Exercise instructions -> Could you restate the data below word for word, without its pictures?

Records for this task ->
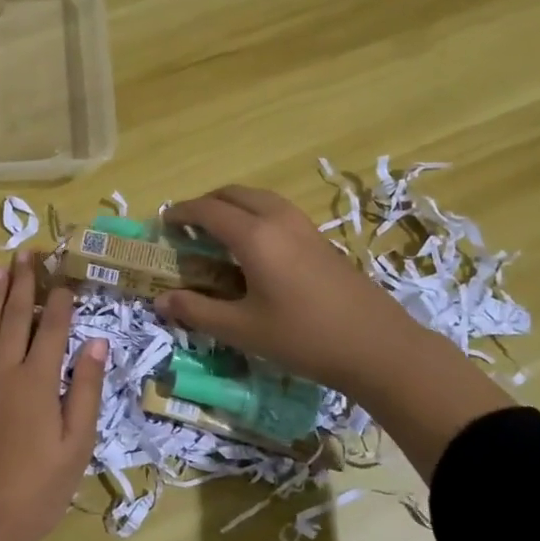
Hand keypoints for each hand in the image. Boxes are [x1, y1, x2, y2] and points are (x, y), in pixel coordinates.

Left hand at [0, 252, 107, 540]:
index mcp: (37, 381)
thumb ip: (85, 389)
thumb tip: (95, 341)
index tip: (65, 275)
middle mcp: (2, 371)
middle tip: (27, 253)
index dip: (60, 300)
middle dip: (23, 283)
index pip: (52, 328)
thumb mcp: (76, 444)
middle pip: (14, 317)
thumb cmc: (37, 490)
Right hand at [155, 185, 410, 390]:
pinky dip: (254, 214)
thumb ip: (198, 312)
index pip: (207, 210)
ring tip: (218, 231)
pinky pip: (277, 210)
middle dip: (205, 203)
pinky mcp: (321, 238)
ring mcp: (304, 226)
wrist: (378, 347)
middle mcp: (278, 220)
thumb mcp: (243, 330)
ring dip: (232, 205)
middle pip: (234, 193)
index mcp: (254, 236)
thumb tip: (161, 301)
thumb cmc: (304, 338)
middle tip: (187, 226)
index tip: (163, 223)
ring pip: (259, 198)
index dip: (181, 213)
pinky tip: (255, 247)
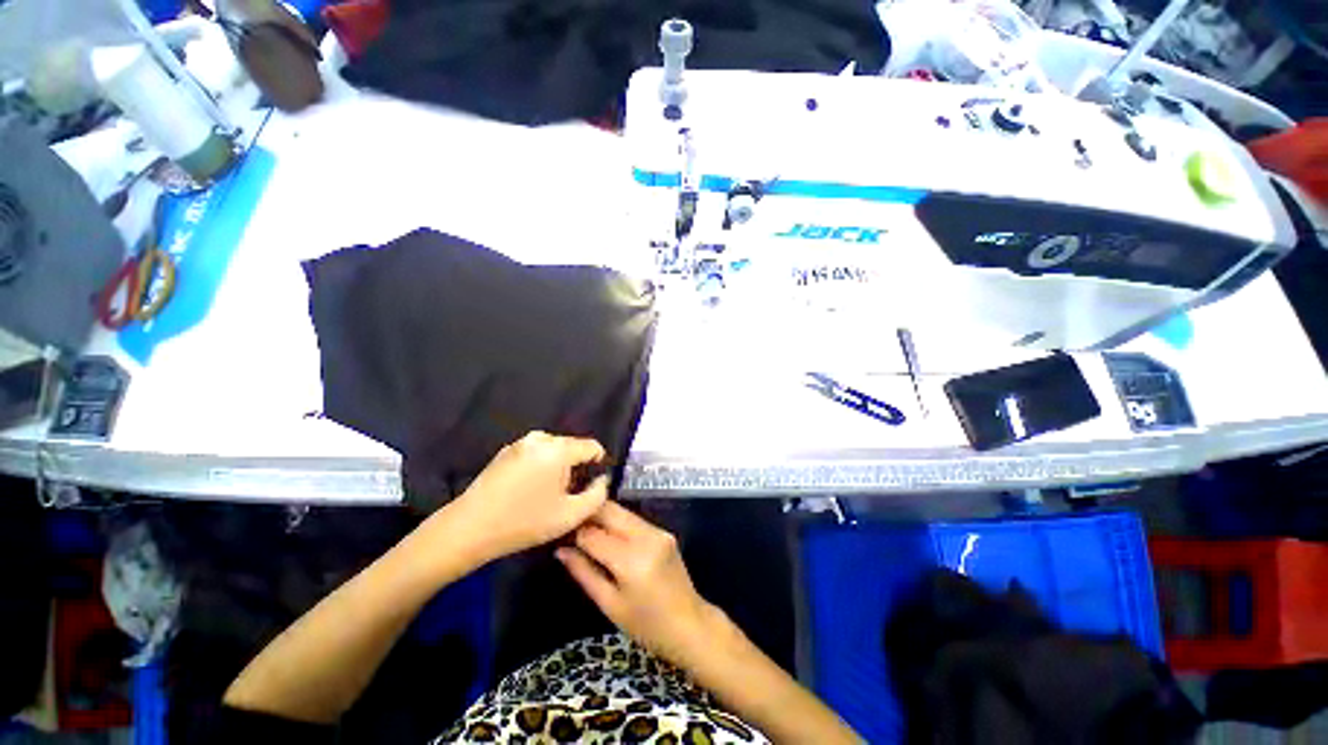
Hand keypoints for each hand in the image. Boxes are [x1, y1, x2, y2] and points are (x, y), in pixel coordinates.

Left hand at [439, 431, 607, 563]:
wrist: (468, 528)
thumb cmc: (524, 522)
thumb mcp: (570, 515)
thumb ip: (597, 495)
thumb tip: (602, 480)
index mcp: (558, 448)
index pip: (592, 446)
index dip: (599, 464)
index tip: (594, 486)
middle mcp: (540, 438)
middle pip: (572, 447)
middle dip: (576, 468)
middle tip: (569, 495)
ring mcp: (520, 443)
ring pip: (553, 451)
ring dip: (558, 467)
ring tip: (548, 495)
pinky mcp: (506, 452)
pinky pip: (535, 454)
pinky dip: (540, 467)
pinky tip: (529, 491)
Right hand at [556, 501, 718, 665]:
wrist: (689, 624)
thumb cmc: (646, 625)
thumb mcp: (609, 604)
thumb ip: (584, 573)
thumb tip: (560, 550)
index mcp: (631, 561)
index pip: (593, 535)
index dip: (573, 532)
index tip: (559, 534)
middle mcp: (646, 537)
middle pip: (610, 511)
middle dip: (587, 514)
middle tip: (568, 525)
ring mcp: (658, 531)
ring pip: (621, 512)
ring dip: (602, 516)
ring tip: (584, 529)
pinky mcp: (664, 531)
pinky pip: (634, 520)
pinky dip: (617, 523)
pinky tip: (607, 535)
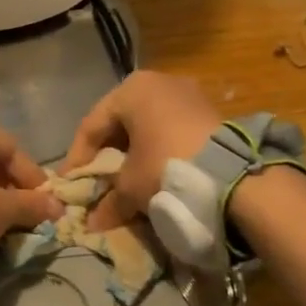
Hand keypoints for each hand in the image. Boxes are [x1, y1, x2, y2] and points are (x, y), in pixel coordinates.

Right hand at [60, 71, 223, 230]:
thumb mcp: (130, 187)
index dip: (77, 158)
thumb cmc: (167, 167)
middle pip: (120, 122)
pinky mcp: (210, 111)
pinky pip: (171, 130)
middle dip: (106, 155)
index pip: (91, 125)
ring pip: (147, 126)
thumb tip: (93, 223)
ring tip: (126, 182)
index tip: (70, 183)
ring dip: (133, 154)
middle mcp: (158, 82)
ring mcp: (188, 94)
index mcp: (131, 89)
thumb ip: (108, 201)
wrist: (235, 175)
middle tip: (96, 182)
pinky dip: (158, 151)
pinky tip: (155, 174)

Response area ->
Hand keypoints for each hand in the image. Boxes are [x1, y1, x2, y2] and points are (x, y), in pixel coordinates.

Left hand at [0, 252, 107, 540]:
index mcp: (37, 381)
thumb ip: (85, 389)
thumb tip: (95, 341)
index tip: (65, 275)
middle mcp: (2, 371)
middle tip: (27, 253)
index dip: (60, 300)
middle dip: (23, 283)
index pip: (52, 328)
thumb mcp: (76, 444)
middle pip: (14, 317)
thumb cmc: (37, 490)
Right hand at [155, 185, 410, 390]:
pinky dip: (254, 214)
thumb ip: (198, 312)
index pip: (207, 210)
ring tip: (218, 231)
pinky pip: (277, 210)
middle dip: (205, 203)
pinky mcp: (321, 238)
ring mcp: (304, 226)
wrist: (378, 347)
middle mcp: (278, 220)
thumb mcp: (243, 330)
ring dip: (232, 205)
middle pip: (234, 193)
index mcp: (254, 236)
thumb tip: (161, 301)
thumb cmc: (304, 338)
middle tip: (187, 226)
index tip: (163, 223)
ring pip: (259, 198)
index dip: (181, 213)
pinky tip: (255, 247)
Hand keypoints for each hand in the image. Boxes are [x1, y1, x2, y2] and points are (x, y), in pixel coordinates.

Left hand at [439, 431, 607, 563]:
wrist: (468, 528)
thumb cmc: (524, 522)
thumb mcp: (570, 515)
thumb ip: (597, 495)
thumb tip: (602, 480)
index mcp: (558, 448)
index pip: (592, 446)
index dip: (599, 464)
index tip: (594, 486)
middle mcp: (540, 438)
middle pip: (572, 447)
middle dip: (576, 468)
middle tip: (569, 495)
ring mcp: (520, 443)
ring pip: (553, 451)
ring dip: (558, 467)
ring tip: (548, 495)
pinky mcp: (506, 452)
pinky pip: (535, 454)
pinky dip: (540, 467)
pinky tip: (529, 491)
Right hand at [556, 501, 718, 665]:
wrist: (689, 624)
thumb cmc: (646, 625)
thumb mcp: (609, 604)
thumb ip: (584, 573)
thumb tip: (560, 550)
index mcp: (631, 561)
index pip: (593, 535)
index dip: (573, 532)
index tip: (559, 534)
middle mcp: (646, 537)
middle pip: (610, 511)
middle dip: (587, 514)
middle tip: (568, 525)
ring mcp: (658, 531)
ring pip: (621, 512)
ring dip: (602, 516)
ring tip: (584, 529)
pinky mcp: (664, 531)
pinky pip: (634, 520)
pinky dip: (617, 523)
pinky tip: (607, 535)
Hand keypoints for each hand in the image. Boxes are [x1, y1, x2, y2] and points are (x, y), in pixel coordinates.

Right hand at [60, 71, 223, 230]:
thumb mcp: (130, 187)
index dip: (77, 158)
thumb cmc: (167, 167)
middle pip: (120, 122)
pinky mcp: (210, 111)
pinky pip: (171, 130)
middle dip: (106, 155)
index pip: (91, 125)
ring pip: (147, 126)
thumb tip: (93, 223)
ring tip: (126, 182)
index tip: (70, 183)
ring dip: (133, 154)
middle mcp: (158, 82)
ring mcp: (188, 94)
index mcp: (131, 89)
thumb ip: (108, 201)
wrist: (235, 175)
middle tip: (96, 182)
pinky dip: (158, 151)
pinky tip: (155, 174)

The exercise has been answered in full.